In holding that the claim sounded in medical malpractice, the court explained that “[m]anaging this complexity and prioritizing tasks, all necessary for a safe transfer, requires an understanding of the purpose and interaction of the various medical devices such that the required skill and knowledge is predominantly mental or intellectual.” Id. at 843-44. The court found that the fact “that the transfer also require[d] the physical or manual skills of moving the patient's body [was] not determinative, because these skills [did] not predominate.” Id. at 844. The court recognized that the standard of care that the expert sought to impose was “derived from his extensive medical experience” and held that “the fact that evaluating liability for the transfer [would] require the resolution of ‘issues related to standards of medical care'” further supported the conclusion that the claim sounded in medical malpractice. Id. (quoting Littlepaige, 528 Fed. App'x at 294).
Here, similar to Wood, this case “involves much more than” just the decision by Defendants to decline to transport Mr. King to the hospital. The Court recognizes that there are multiple, distinct acts to be considered and evaluated in this situation: (1) the series of mental capacity assessments that were conducted by Defendants on Mr. King, (2) Defendants' decision to honor Mr. King's refusal of transport to the hospital, and (3) Defendants' decision to decline to recognize Plaintiff Betty Sutton's power of attorney. As was true in Wood, to resolve whether the wrongful death claim sounds in medical malpractice or ordinary negligence, the Court must identify the applied skills or areas from which each act arises and determine which associated skill or area predominates.
1. Which Skill or Area Predominates
The Court first considers the nature of the mental capacity assessments that EMS Defendants conducted on Mr. King.
In his affidavit, Dr. Jefferson Williams, a practicing EMS and emergency medicine physician, states that the determination of whether a patient has medical decision-making capacity is “one that is made by only a trained medical professional and is a medical decision in the course of concurrent clinical care.” (ECF No. 35-5 at 1, ¶¶ 2, 8.) According to Dr. Williams, “[o]nly specially trained medical professionals (e.g. paramedics, EMS Physicians, Emergency Medicine Physicians) have the knowledge, education, and skill to judge the relevant clinical factors in making a determination of capacity in the setting of an acute present illness.” (Id. ¶ 8.)

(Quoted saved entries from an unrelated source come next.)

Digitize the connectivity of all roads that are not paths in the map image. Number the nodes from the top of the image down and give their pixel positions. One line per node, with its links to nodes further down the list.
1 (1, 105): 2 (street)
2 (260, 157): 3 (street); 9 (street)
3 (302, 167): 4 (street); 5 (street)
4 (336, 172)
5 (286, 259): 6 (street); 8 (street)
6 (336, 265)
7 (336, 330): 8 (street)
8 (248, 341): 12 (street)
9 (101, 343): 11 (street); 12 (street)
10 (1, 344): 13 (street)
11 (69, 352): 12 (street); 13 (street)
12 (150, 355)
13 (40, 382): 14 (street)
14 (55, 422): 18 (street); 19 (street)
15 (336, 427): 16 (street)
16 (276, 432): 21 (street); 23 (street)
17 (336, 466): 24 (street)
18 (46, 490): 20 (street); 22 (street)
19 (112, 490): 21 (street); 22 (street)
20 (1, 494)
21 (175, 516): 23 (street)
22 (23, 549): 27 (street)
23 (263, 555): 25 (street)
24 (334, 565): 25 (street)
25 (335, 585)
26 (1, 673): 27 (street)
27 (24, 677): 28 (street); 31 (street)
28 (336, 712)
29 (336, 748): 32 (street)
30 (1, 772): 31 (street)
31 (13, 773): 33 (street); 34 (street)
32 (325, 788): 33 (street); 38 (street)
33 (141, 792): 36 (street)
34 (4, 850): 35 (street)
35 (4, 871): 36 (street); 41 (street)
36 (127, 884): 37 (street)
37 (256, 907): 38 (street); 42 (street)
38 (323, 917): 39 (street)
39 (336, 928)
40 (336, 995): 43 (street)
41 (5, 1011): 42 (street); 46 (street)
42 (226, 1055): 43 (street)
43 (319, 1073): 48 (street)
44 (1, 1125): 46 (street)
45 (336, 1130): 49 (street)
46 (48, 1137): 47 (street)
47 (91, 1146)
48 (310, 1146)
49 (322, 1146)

Defendant Chastity Wall, one of the EMS Defendants, states that she has attended “multiple paramedic courses” over her career on “how to conduct and interpret a capacity assessment performed on a patient” and that she has conducted hundreds of assessments on patients who refuse transport throughout her career. (ECF No. 35-1 ¶ 17.) Defendant Wall describes the purpose and process of conducting a capacity assessment:
The purpose of a capacity assessment is to determine if the patient has the mental capacity to make his or her own decision on treatment or transport to a hospital....The capacity assessment consists of a series of questions directed to the patient to determine if he or she is oriented as to person, place and time. For instance, the patient may be asked to state his or her name, what date it is, where they are currently located, and who is the current President of the United States. The paramedic listens to the responses given by the patient and observes the patient as the responses are provided. Based on the responses to questions, the observation of the patient at the time, and any other relevant factors present, a determination is then made by the paramedic whether the patient has the mental capacity to make his or her own decision regarding treatment or transport to a hospital. If it is determined the patient has the mental capacity to make his or her own decision, then the patient's decision regarding transport and treatment must be complied with by the paramedics.(Id. ¶¶ 17-18.)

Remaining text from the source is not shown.